PAU during the prolonged stress
The CAGE Alcohol Questionnaire (29), a screening tool composed of four dichotomous (0 = no; 1 = yes) items, was used to collect the data on PAU. The total score ranged from 0 to 4, with a higher score indicating more severe PAU. The cut-off of 2 is widely used for PAU (30). Cronbach’s α in our sample was 0.73.
Anxiety and depression symptoms
We used the Hospital Anxiety Depression Scale (HADS) (31), a 14-item screening tool for the symptoms of anxiety (HADS-A) and depression (HADS-D), on a 4-point Likert scale with a range from 0 to 3 (0 = not at all, 3 = all the time).
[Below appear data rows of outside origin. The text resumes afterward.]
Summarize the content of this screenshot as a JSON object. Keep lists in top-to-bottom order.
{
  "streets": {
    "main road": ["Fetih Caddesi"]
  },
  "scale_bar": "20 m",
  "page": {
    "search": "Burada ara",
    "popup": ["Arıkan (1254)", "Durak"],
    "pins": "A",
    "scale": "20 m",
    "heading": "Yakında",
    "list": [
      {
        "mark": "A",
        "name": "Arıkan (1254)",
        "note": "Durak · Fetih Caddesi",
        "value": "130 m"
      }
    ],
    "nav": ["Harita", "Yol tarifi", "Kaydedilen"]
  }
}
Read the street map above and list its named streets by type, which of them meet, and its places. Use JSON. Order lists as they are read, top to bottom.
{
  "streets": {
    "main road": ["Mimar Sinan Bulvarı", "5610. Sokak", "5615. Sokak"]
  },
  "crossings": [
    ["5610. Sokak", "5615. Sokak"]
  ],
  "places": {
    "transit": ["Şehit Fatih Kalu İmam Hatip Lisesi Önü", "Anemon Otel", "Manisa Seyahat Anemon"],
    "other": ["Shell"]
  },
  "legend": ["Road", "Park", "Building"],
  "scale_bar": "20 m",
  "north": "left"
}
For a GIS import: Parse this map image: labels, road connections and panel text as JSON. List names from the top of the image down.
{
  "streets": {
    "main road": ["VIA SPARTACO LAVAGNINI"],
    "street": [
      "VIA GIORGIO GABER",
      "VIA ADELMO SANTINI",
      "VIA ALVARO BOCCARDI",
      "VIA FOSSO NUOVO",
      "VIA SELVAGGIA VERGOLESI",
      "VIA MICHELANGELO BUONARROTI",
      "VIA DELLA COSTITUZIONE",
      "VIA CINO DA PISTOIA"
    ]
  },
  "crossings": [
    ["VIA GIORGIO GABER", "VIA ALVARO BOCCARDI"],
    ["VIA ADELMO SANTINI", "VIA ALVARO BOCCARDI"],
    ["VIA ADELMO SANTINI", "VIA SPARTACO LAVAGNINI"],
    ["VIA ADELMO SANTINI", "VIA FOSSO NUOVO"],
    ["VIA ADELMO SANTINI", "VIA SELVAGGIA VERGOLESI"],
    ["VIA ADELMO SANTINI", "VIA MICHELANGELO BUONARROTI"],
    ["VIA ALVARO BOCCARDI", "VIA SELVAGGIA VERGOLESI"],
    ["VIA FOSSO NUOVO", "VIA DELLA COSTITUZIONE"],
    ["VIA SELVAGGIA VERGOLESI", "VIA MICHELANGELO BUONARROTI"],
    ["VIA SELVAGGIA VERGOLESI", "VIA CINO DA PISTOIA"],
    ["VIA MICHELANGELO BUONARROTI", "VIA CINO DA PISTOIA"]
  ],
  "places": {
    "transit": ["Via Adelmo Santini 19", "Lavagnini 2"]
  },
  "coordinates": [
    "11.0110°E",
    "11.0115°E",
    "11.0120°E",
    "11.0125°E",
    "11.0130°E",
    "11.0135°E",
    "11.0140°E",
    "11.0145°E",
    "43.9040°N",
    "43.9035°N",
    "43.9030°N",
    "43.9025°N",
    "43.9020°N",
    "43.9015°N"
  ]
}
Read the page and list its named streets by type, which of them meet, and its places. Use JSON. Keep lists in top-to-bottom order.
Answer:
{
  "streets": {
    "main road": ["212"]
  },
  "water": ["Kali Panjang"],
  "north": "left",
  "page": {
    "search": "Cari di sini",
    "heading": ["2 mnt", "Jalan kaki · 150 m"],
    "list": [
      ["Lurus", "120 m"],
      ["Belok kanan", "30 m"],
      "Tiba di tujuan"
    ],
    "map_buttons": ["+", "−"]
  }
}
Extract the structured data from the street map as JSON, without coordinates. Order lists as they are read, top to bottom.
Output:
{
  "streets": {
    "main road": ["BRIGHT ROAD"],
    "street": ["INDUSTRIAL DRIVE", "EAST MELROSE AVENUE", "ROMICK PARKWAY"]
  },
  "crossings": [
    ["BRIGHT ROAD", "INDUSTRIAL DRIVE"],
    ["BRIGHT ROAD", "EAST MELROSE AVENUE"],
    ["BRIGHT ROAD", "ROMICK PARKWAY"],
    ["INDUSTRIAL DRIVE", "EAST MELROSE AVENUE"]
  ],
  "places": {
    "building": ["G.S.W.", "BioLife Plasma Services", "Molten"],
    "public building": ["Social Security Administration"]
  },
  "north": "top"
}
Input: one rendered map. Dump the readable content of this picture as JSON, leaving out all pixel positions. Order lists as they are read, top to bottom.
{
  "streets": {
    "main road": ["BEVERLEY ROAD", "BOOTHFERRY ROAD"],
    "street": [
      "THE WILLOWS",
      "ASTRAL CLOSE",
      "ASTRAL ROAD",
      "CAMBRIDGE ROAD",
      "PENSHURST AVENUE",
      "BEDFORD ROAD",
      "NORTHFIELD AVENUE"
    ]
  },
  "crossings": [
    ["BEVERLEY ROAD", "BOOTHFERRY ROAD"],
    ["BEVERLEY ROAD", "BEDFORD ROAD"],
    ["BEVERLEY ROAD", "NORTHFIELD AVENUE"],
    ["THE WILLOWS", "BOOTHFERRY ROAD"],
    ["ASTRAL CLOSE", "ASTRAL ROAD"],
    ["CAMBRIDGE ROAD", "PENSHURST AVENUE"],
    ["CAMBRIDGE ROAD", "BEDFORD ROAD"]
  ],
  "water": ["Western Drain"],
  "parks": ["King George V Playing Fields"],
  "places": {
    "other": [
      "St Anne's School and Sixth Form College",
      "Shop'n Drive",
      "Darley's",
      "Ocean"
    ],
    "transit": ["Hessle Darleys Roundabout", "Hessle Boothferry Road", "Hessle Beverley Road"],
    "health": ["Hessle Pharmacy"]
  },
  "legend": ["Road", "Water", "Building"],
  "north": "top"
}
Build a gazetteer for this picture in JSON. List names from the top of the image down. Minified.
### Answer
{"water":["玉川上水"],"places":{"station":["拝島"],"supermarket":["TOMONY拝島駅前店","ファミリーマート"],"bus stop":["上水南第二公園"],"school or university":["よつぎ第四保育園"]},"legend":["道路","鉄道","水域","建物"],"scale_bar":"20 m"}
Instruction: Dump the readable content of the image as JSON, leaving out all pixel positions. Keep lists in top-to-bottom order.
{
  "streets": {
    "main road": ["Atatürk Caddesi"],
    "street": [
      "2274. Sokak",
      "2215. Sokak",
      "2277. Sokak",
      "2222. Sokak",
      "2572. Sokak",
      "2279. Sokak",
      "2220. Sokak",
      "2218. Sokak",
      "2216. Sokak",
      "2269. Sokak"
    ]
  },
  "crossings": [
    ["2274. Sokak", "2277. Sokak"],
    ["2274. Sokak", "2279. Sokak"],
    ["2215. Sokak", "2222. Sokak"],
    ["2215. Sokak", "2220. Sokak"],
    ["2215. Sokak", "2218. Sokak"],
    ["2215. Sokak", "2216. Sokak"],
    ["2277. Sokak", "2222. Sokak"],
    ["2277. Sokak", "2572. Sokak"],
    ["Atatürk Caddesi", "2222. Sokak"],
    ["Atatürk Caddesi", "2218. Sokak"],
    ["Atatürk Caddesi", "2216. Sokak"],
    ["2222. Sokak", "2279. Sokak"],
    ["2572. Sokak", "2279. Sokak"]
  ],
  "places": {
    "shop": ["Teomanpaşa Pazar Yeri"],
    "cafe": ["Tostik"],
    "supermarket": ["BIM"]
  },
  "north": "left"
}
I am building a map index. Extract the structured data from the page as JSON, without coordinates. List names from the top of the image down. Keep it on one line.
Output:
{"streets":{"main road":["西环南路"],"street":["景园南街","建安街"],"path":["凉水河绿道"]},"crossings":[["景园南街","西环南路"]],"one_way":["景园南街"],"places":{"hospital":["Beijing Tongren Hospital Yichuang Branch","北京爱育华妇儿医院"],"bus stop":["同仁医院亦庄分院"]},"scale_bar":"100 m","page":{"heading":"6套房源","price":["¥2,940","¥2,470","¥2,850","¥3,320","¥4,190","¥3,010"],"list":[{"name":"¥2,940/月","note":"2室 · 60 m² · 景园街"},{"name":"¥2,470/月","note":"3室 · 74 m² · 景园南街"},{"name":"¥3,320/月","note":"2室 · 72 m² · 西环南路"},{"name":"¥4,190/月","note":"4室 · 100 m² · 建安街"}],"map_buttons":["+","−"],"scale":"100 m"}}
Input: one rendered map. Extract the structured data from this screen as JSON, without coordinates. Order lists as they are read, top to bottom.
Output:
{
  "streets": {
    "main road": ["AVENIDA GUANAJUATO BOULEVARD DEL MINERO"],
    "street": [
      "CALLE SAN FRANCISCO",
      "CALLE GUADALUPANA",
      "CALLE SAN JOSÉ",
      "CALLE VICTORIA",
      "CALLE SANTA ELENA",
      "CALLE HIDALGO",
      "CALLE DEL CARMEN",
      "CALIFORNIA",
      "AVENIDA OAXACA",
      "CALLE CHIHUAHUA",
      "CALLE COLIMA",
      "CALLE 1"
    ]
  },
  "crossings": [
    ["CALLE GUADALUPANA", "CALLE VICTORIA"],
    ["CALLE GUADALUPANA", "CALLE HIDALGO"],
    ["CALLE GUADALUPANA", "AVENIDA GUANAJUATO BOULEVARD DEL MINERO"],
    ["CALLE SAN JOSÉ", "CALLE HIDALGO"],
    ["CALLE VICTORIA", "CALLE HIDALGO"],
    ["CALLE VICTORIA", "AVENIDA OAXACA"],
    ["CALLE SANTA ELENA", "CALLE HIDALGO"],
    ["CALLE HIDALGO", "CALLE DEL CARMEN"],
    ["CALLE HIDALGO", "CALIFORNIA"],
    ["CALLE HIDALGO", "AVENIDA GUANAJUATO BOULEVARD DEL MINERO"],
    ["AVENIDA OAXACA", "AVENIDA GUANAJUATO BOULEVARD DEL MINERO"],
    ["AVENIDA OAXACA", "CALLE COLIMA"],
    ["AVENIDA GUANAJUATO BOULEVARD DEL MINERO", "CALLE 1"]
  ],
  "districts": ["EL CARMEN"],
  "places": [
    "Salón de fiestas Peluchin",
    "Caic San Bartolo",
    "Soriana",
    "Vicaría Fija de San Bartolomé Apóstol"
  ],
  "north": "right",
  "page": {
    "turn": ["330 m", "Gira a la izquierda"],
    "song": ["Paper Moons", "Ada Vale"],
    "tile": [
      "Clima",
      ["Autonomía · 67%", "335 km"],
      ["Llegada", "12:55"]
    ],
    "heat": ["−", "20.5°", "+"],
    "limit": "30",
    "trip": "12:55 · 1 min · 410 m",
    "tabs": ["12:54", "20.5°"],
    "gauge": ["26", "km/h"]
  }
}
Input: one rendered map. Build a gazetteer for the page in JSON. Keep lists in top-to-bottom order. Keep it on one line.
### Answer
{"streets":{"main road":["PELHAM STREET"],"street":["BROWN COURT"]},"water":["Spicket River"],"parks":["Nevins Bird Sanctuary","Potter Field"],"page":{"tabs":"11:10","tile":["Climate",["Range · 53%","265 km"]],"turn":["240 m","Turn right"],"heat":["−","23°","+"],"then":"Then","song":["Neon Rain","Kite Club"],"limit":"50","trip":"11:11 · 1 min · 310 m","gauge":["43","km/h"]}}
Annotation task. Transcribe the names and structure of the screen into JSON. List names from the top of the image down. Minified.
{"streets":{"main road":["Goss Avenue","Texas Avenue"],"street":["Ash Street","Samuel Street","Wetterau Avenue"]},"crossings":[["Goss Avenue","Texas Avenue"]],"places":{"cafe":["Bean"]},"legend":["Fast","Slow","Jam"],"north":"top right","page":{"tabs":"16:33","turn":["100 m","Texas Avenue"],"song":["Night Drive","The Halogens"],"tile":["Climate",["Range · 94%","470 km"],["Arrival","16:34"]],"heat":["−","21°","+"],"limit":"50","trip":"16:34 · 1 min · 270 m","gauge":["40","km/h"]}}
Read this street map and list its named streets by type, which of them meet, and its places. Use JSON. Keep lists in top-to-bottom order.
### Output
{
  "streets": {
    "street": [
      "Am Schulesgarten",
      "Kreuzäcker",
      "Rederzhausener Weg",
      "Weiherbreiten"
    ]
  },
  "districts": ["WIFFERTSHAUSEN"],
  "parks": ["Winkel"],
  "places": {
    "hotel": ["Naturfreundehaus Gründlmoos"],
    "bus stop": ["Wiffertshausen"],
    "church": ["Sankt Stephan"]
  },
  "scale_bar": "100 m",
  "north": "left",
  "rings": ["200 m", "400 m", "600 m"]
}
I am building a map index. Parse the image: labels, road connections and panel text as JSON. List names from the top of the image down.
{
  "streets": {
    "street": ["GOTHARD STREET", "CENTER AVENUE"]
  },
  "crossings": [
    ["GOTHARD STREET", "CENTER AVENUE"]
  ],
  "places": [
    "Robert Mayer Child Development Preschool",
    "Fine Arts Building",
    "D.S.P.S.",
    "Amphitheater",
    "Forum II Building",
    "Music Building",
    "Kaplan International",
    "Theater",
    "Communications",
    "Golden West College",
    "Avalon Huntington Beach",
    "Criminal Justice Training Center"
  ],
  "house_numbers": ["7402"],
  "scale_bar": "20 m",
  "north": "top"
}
Participants were asked to assess their anxiety and depression symptoms in the week before the data collection. The Cronbach’s α in our sample were as follows: HADS = 0.91, HADS-A = 0.89, and HADS-D = 0.83. In primary care patients and the general population, Cronbach’s α values for HADS-A were reported to vary from 0.68 to 0.93 (mean 0.83) and for HADS-D from 0.67 to 0.90 (mean 0.82) (32). HADS showed test–retest reliability scores of 0.89 for the total HADS scores, 0.87 for the HADS-A subscale, and 0.81 for the HADS-D subscale in a population of family caregivers of Alzheimer’s disease patients in Croatia (33).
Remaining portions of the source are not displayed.